Applications légères ou lourdes
Évaluez l’éventail des applications que vous souhaitez voir réaliser par le système robotique. Si votre besoin consiste à acheminer de petits colis ou des pièces directement vers les préparateurs de commandes et les emballeurs, alors c’est vers un AMR que devrait se diriger votre recherche sur Google. Si, en revanche, vous avez affaire à des tonnes de matériaux sur des palettes, vous devez plutôt vous orienter vers un AGV.
Cobot ou pas ?
Évaluez le niveau de collaboration requis entre les robots et les travailleurs humains. Si vos opérations exigent une interaction et une collaboration constantes, la taille et la maniabilité des AMR pourraient correspondre à vos besoins. Les AGV peuvent travailler en harmonie avec les humains et constituer un cobot fiable, mais il faut leur laisser davantage d’espace pour des raisons de sécurité. Comme nous l’avons mentionné précédemment, pensez à la distance à laquelle vous autorisez un chariot élévateur classique à s’approcher des personnes : c’est la même règle qui s’applique aux AGV.
Investissement dans les infrastructures
Nous ne saurions trop insister sur ce point : l’AGV moderne n’est plus un système archaïque composé de guides-fils, de tranchées profondes creusées dans les sols des entrepôts ou de codes QR surdimensionnés disséminés sur le plafond des usines de fabrication.
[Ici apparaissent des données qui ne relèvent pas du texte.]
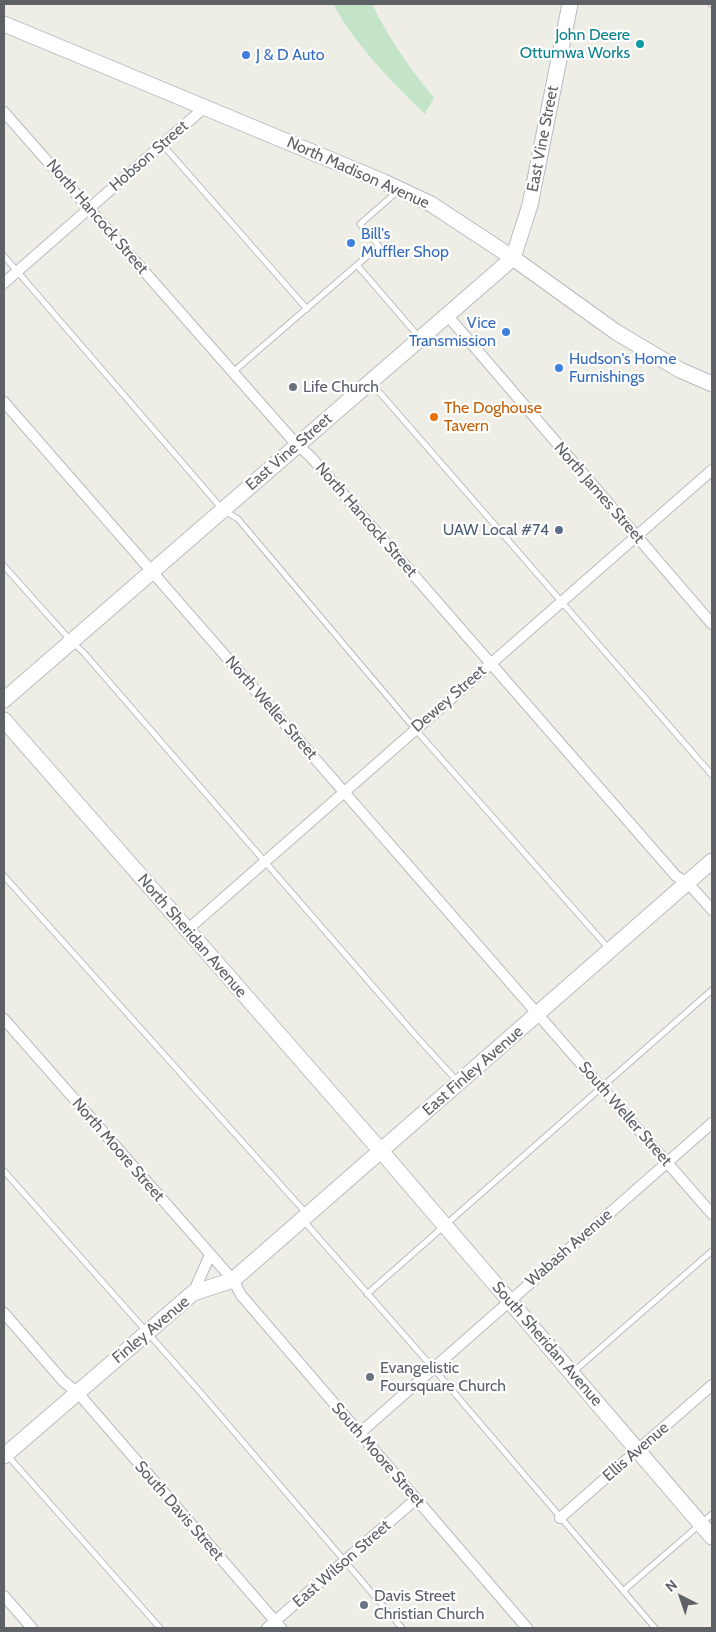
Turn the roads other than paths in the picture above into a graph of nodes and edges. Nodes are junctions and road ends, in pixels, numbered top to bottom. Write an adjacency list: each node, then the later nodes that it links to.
1 (570, 4): 9 (main road, East Vine Street)
2 (4, 24): 3 (main road, North Madison Avenue)
3 (204, 108): 5 (street, Hobson Street); 6 (main road, North Madison Avenue)
4 (4, 112): 7 (street, North Hancock Street)
5 (163, 145): 7 (street, Hobson Street); 13 (lane)
6 (400, 190): 9 (main road, North Madison Avenue); 10 (lane)
7 (89, 208): 11 (street, Hobson Street); 16 (street, North Hancock Street)
8 (4, 256): 11 (lane)
9 (513, 258): 14 (main road, East Vine Street); 18 (main road, North Madison Avenue)
10 (357, 265): 13 (lane); 15 (lane)
11 (17, 271): 12 (street, Hobson Street); 22 (lane)
12 (4, 283)
13 (307, 309): 16 (lane)
14 (447, 315): 15 (main road, East Vine Street); 23 (street, North James Street)
15 (420, 338): 17 (main road, East Vine Street)
16 (233, 372): 20 (street, North Hancock Street)
17 (368, 383): 20 (main road, East Vine Street); 26 (lane)
18 (712, 384)
19 (4, 402): 25 (street, North Weller Street)
20 (297, 445): 22 (main road, East Vine Street); 29 (street, North Hancock Street)
21 (712, 471): 23 (street, Dewey Street)
22 (222, 510): 25 (main road, East Vine Street); 32 (lane)
23 (636, 536): 26 (street, Dewey Street); 27 (street, North James Street)
24 (4, 566): 28 (lane)
25 (152, 571): 28 (main road, East Vine Street); 34 (street, North Weller Street)
26 (562, 601): 29 (street, Dewey Street); 33 (lane)
27 (712, 624)
28 (71, 641): 30 (main road, East Vine Street); 35 (lane)
29 (490, 664): 32 (street, Dewey Street); 38 (street, North Hancock Street)
30 (4, 700)
31 (4, 720): 40 (main road, North Sheridan Avenue)
32 (416, 729): 34 (street, Dewey Street); 41 (lane)
33 (712, 775)
34 (344, 792): 35 (street, Dewey Street); 43 (street, North Weller Street)
35 (265, 861): 40 (street, Dewey Street); 45 (lane)
36 (712, 861): 38 (main road, East Finley Avenue)
37 (4, 876): 52 (lane)
38 (688, 883): 39 (street, North Hancock Street); 41 (main road, East Finley Avenue)
39 (712, 910)
40 (187, 930): 48 (main road, North Sheridan Avenue)
41 (610, 950): 43 (main road, East Finley Avenue)
42 (712, 990): 46 (lane)
43 (538, 1014): 45 (main road, East Finley Avenue); 46 (street, South Weller Street)
44 (4, 1019): 55 (street, North Moore Street)
45 (459, 1083): 48 (main road, East Finley Avenue)
46 (602, 1087): 49 (street, South Weller Street); 53 (lane)
47 (712, 1123): 49 (street, Wabash Avenue)
48 (381, 1151): 52 (main road, East Finley Avenue); 53 (main road, South Sheridan Avenue)
49 (667, 1162): 51 (street, South Weller Street); 59 (street, Wabash Avenue)
50 (4, 1171): 61 (lane)
51 (712, 1214)
52 (305, 1217): 56 (main road, East Finley Avenue); 58 (lane)
53 (445, 1225): 58 (lane); 59 (main road, South Sheridan Avenue)
54 (712, 1252): 63 (lane)
55 (210, 1255): 56 (street, North Moore Street); 57 (street)
56 (233, 1280): 57 (main road, Finley Avenue); 66 (street, South Moore Street)
57 (193, 1294): 61 (main road, Finley Avenue)
58 (367, 1294): 62 (lane)
59 (510, 1301): 62 (street, Wabash Avenue); 63 (main road, South Sheridan Avenue)
60 (4, 1313): 65 (street, South Davis Street)
61 (148, 1334): 65 (main road, Finley Avenue); 73 (lane)
62 (433, 1368): 66 (street, Wabash Avenue); 70 (lane)
63 (571, 1373): 67 (main road, South Sheridan Avenue)
64 (712, 1386): 67 (street, Ellis Avenue)
65 (78, 1393): 68 (main road); 76 (street, South Davis Street)
66 (360, 1433): 69 (street, South Moore Street)
67 (638, 1450): 70 (street, Ellis Avenue); 71 (main road, South Sheridan Avenue)
68 (5, 1454): 78 (lane)
69 (416, 1499): 73 (street, East Wilson Street); 80 (street, South Moore Street)
70 (560, 1518): 74 (lane)
71 (706, 1519): 72 (main road, South Sheridan Avenue); 74 (lane)
72 (712, 1537)
73 (345, 1561): 76 (street, East Wilson Street); 79 (lane)
74 (623, 1591): 81 (lane)
75 (4, 1596): 77 (street)
76 (274, 1626)
77 (32, 1628)
78 (160, 1628)
79 (402, 1628)
80 (527, 1628)
81 (655, 1628)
Grâce au LiDAR pour la vision et au SLAM pour la mémoire de navigation, l’AGV d’aujourd’hui s’apparente fortement à un AMR, dans la mesure où toute la navigation s’effectue à bord du véhicule.
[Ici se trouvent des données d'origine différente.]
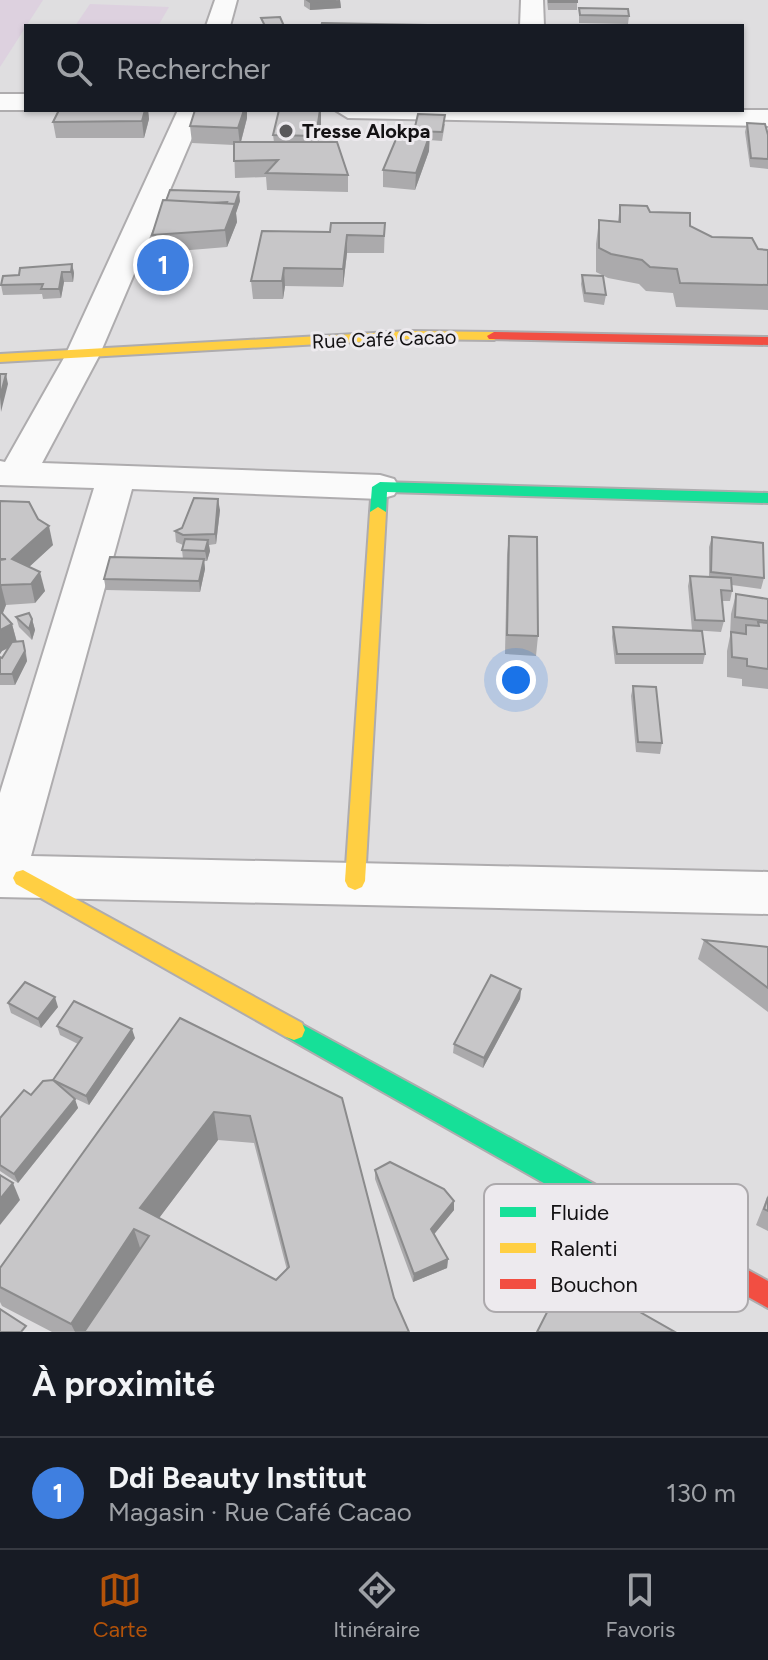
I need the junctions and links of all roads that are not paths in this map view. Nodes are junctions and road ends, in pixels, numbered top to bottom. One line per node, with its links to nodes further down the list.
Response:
1 (226, 0): 3 (street)
2 (532, 0): 4 (street)
3 (219, 24)
4 (532, 24)
5 (0, 102): 6 (street)
6 (24, 102)
7 (190, 112): 11 (street)
8 (523, 112): 9 (street)
9 (768, 118)
10 (768, 341): 11 (street, Rue Café Cacao)
11 (82, 356): 12 (street, Rue Café Cacao); 13 (street)
12 (0, 358)
13 (9, 473): 14 (street)
14 (116, 479): 15 (street); 17 (street)
15 (380, 487): 16 (street); 18 (street)
16 (768, 498)
17 (8, 876): 18 (street); 20 (street)
18 (355, 881): 19 (street)
19 (768, 893)
20 (567, 1184)
21 (748, 1284): 22 (street)
22 (768, 1295)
Évolutivité et adaptation future
Réfléchissez à vos besoins à long terme et à l’évolutivité du système robotique choisi. Si votre entreprise est susceptible de connaître des changements en termes de volume de production, de profils de références ou d’agencement des locaux, l’AGV moderne est tout aussi flexible qu’un AMR pour vous accompagner dans ces évolutions.
L’avenir des AMR et des AGV dans la manutention : une convergence des technologies
À mesure que la technologie progresse, les distinctions entre les AMR et les AGV s’estompent. L’avenir promet un écosystème robotique plus intégré et interconnecté, où ces technologies coexistent et se complètent. La clé réside dans la compréhension des atouts propres à chaque technologie et dans leur déploiement stratégique en fonction des besoins opérationnels spécifiques.
Les AMR et les AGV contribuent tous deux de manière significative à la transformation des processus de manutention dans les secteurs de la fabrication, de l’entreposage et de la logistique. Le choix entre les deux dépend simplement de l’application concernée.